A los habituales de Time Out os sonará Daniel O'Hara (Barcelona, 1968). Durante un par de años, este filólogo firmó una columna en esta revista. Se titulaba Ciao Maschio y era un retrato de la Barcelona gay bajo su peculiar punto de vista. Su tercera novela, Dependent ben plantat per a hereu sobiranista (Tres i Quatre), es la historia de una pareja homosexual curiosa. Por un lado, Robert, un chico de Sant Ildefons de Cornellà, jovencito que trabaja en una lujosa tienda de lámparas de Barcelona, frívolo y con buen corazón. Y por otro, Oriol, un hombre maduro, que se acerca a los sesenta, convergente acérrimo. De esta relación surge una peculiar versión de Pigmalión que pone el dedo en la llaga en muchas cuestiones.

A Oriol, el autor lo define como "un heterosexual que se acuesta con hombres". O'Hara se confiesa: "Esta frase la robé literalmente de Ángeles en América de Tony Kushner. Es la autodefinición que se hace el abogado Roy Cohn. La frase retrata muy bien un perfil de hombre que es un mito para muchos homosexuales: el del heterosexual, aquel que ofrece una masculinidad primigenia ajena al ambiente. He querido reflejar la autohomofobia intermitente, o parcial, que cargan muchos gays ", explica.

Pigmalión con charnego
El libro, ganador del premio Andròmina dentro del cartel de los Octubre de Valencia en 2011, es una comedia con toques dramáticos. Oriol es un abogado que no se considera homosexual.

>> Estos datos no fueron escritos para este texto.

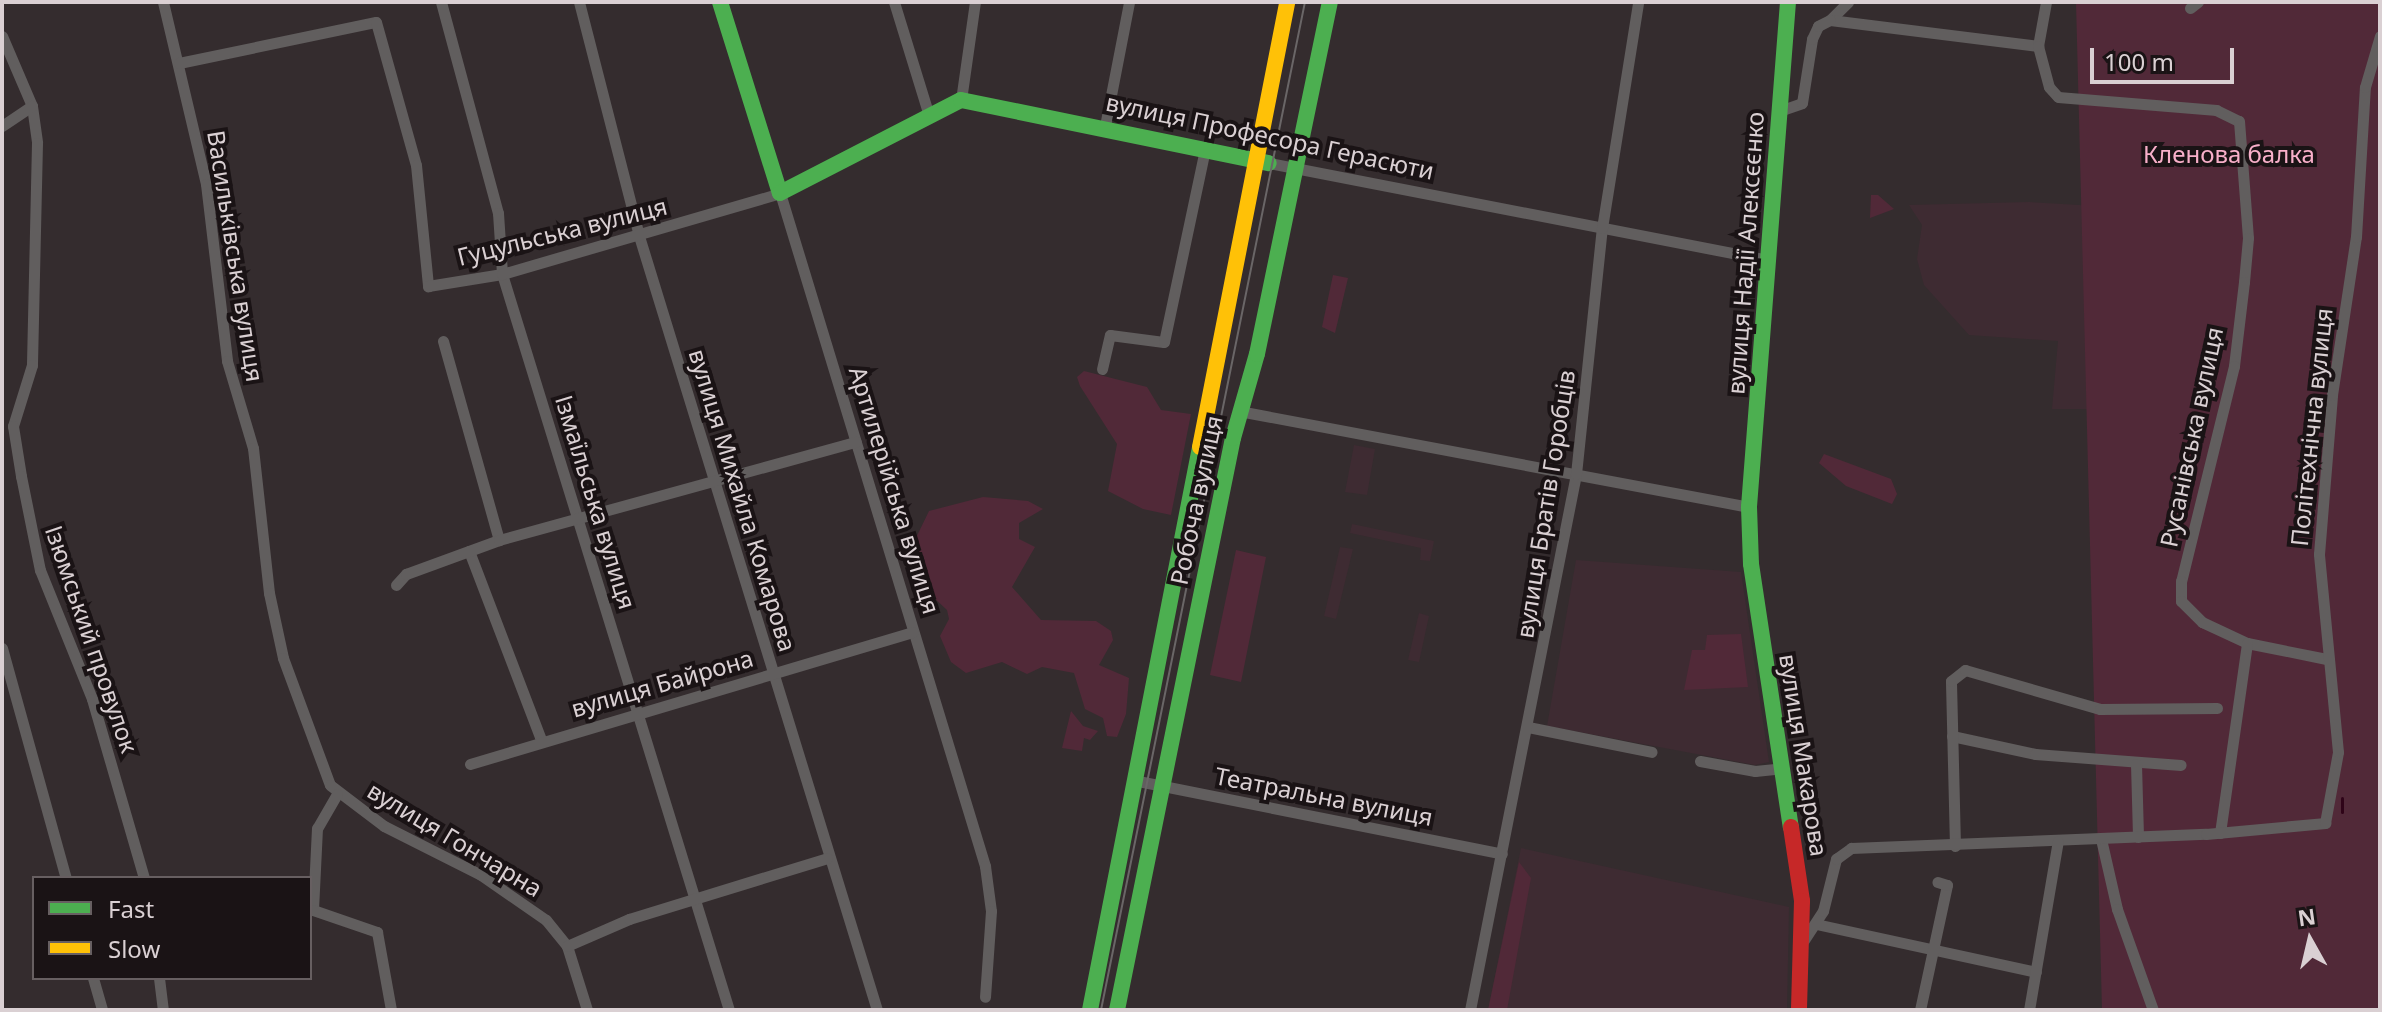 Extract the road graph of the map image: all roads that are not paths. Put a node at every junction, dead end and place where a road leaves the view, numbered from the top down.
1 (163, 2) edge
2 (441, 2) edge
3 (579, 2) edge
4 (720, 2) edge
5 (894, 2) edge
6 (975, 2) edge
7 (1129, 2) edge
8 (1287, 2) edge
9 (1330, 2) edge
10 (1638, 2) edge
11 (1788, 2) edge
12 (1848, 2) edge
13 (2046, 2) edge
14 (1830, 20) junction
15 (2, 36) edge
16 (2380, 36) edge
17 (2038, 46) junction
18 (179, 63) junction
19 (961, 100) junction
20 (32, 106) junction
21 (1779, 111) junction
22 (929, 116) junction
23 (2, 126) edge
24 (1105, 126) junction
25 (1205, 149) junction
26 (1263, 161) junction
27 (1295, 168) junction
28 (780, 193) junction
29 (1602, 228) junction
30 (639, 236) junction
31 (1768, 260) junction
32 (502, 274) junction
33 (443, 341) dead end
34 (1102, 369) dead end
35 (1239, 411) junction
36 (856, 442) junction
37 (1576, 474) junction
38 (713, 484) junction
39 (1749, 507) junction
40 (578, 519) junction
41 (499, 540) junction
42 (469, 551) junction
43 (396, 585) dead end
44 (913, 632) junction
45 (2247, 643) junction
46 (2, 648) edge
47 (2326, 659) junction
48 (774, 674) junction
49 (2217, 708) dead end
50 (639, 712) junction
51 (1528, 727) junction
52 (1952, 736) junction
53 (541, 740) junction
54 (1652, 752) dead end
55 (1700, 761) dead end
56 (470, 764) dead end
57 (2136, 764) junction
58 (2181, 765) dead end
59 (1782, 768) junction
60 (1138, 781) junction
61 (1163, 786) junction
62 (337, 794) junction
63 (2220, 833) junction
64 (2138, 837) junction
65 (2101, 839) junction
66 (2058, 841) junction
67 (1955, 846) junction
68 (1502, 854) junction
69 (827, 858) junction
70 (65, 876) edge
71 (143, 876) edge
72 (1937, 882) dead end
73 (695, 899) junction
74 (1816, 924) junction
75 (1804, 940) junction
76 (567, 946) junction
77 (1933, 950) junction
78 (2036, 972) junction
79 (94, 980) edge
80 (159, 980) edge
81 (985, 997) dead end
82 (875, 1009) edge
83 (102, 1010) edge
84 (163, 1010) edge
85 (391, 1010) edge
86 (587, 1010) edge
87 (729, 1010) edge
88 (1090, 1010) edge
89 (1117, 1010) edge
90 (1470, 1010) edge
91 (1799, 1010) edge
92 (1920, 1010) edge
93 (2029, 1010) edge
94 (2153, 1010) edge

1 - 18 street, Васильківська вулиця
2 - 32 street, Ізмаїльська вулиця
3 - 30 street, вулиця Михайла Комарова
4 - 28 main road, Артилерійська вулиця
5 - 22 street
6 - 19 street
7 - 24 street
8 - 26 main road, Робоча вулиця
9 - 27 main road, Робоча вулиця
10 - 29 street, вулиця Братів Горобців
11 - 21 main road, вулиця Надії Алексєєнко
12 - 14 street
13 - 17 street, Русанівська вулиця
14 - 17 street
14 - 21 street
15 - 20 street, Ізюмський провулок
16 - 47 street, Політехнічна вулиця
17 - 45 street, Русанівська вулиця
18 - 32 street, Гуцульська вулиця
18 - 62 street, Васильківська вулиця
19 - 22 main road
19 - 24 main road, вулиця Професора Герасюти
20 - 23 street
20 - 71 street, Ізюмський провулок
21 - 31 main road, вулиця Надії Алексєєнко
22 - 28 main road
24 - 25 main road, вулиця Професора Герасюти
25 - 26 main road, вулиця Професора Герасюти
25 - 34 street
26 - 27 street, вулиця Професора Герасюти
26 - 60 main road, Робоча вулиця
27 - 29 street, вулиця Професора Герасюти
27 - 35 main road, Робоча вулиця
28 - 30 street, Гуцульська вулиця
28 - 36 street, Артилерійська вулиця
29 - 31 street, вулиця Професора Герасюти
29 - 37 street, вулиця Братів Горобців
30 - 32 street, Гуцульська вулиця
30 - 38 street, вулиця Михайла Комарова
31 - 39 main road, вулиця Надії Алексєєнко
32 - 40 street, Ізмаїльська вулиця
33 - 41 street
35 - 37 street
35 - 61 main road, Робоча вулиця
36 - 38 street
36 - 44 street, Артилерійська вулиця
37 - 39 street
37 - 51 street, вулиця Братів Горобців
38 - 40 street
38 - 48 street, вулиця Михайла Комарова
39 - 59 main road, вулиця Макарова
40 - 41 street
40 - 50 street, Ізмаїльська вулиця
41 - 42 street
42 - 43 street
42 - 53 street
44 - 48 street, вулиця Байрона
44 - 81 street, Артилерійська вулиця
45 - 47 street, Русанівська вулиця
45 - 63 street
46 - 70 street
47 - 63 street, Політехнічна вулиця
48 - 50 street, вулиця Байрона
48 - 69 street, вулиця Михайла Комарова
49 - 52 street
50 - 53 street, вулиця Байрона
50 - 73 street, Ізмаїльська вулиця
51 - 54 street
51 - 68 street, вулиця Братів Горобців
52 - 57 street
52 - 67 street
53 - 56 street, вулиця Байрона
55 - 59 street
57 - 58 street
57 - 64 street
59 - 75 main road, вулиця Макарова
60 - 61 street, Театральна вулиця
60 - 88 main road, Робоча вулиця
61 - 68 street, Театральна вулиця
61 - 89 main road, Робоча вулиця
62 - 76 street, вулиця Гончарна
62 - 85 street, вулиця Гончарна
63 - 64 street
64 - 65 street
65 - 66 street
65 - 94 street
66 - 67 street
66 - 78 street
67 - 74 street
68 - 90 street, вулиця Братів Горобців
69 - 73 street
69 - 82 street, вулиця Михайла Комарова
72 - 77 street
73 - 76 street
73 - 87 street, Ізмаїльська вулиця
74 - 75 street
74 - 77 street
75 - 91 main road, вулиця Макарова
76 - 86 street, вулиця Гончарна
77 - 78 street
77 - 92 street
78 - 93 street
79 - 83 street
80 - 84 street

Es un playboy de la sociedad civil catalana inspirado, según O'Hara, en el ex presidente del Barça Joan Laporta. "Un amante inserto de esos que sólo penetra y a quien sólo una vez le han metido el dedo en el culo", dice. Robert hace de mariquita. Es un charnego del extrarradio que no pronuncia la ese sonora. Su amante no lo soporta y le pone un profesor particular para que aprenda. "A diferencia de My fair lady, aquí el personaje quiere aprender y cambiar, no sólo porque es un tránsfuga social y quiere progresar en la Barcelona burguesa, sino también porque sabe que no tiene cultura y quiere catalanizarse y no sentirse extranjero en su casa. Hay una voluntad de transformarse. Se considera una putita que ha sido rescatada por un príncipe que incluso le pone un piso en la Rambla de Cataluña ", apunta.

La novela tiene un importante punto de inflexión cuando Robert se infecta de sida. Oriol, como macho, lo rechaza porque considera que es una enfermedad del proletariado. Es difícil no ponerse del lado del personaje más frágil, pero todo tiene matices. "No me gusta nada la literatura edificante. Quería evitar el réquiem por el pobre charnego víctima del poderoso ", apunta O'Hara. Dependent ben plantat per a hereu sobiranista es un melodrama descreído que se aleja deliberadamente del pensamiento correcto y buenista.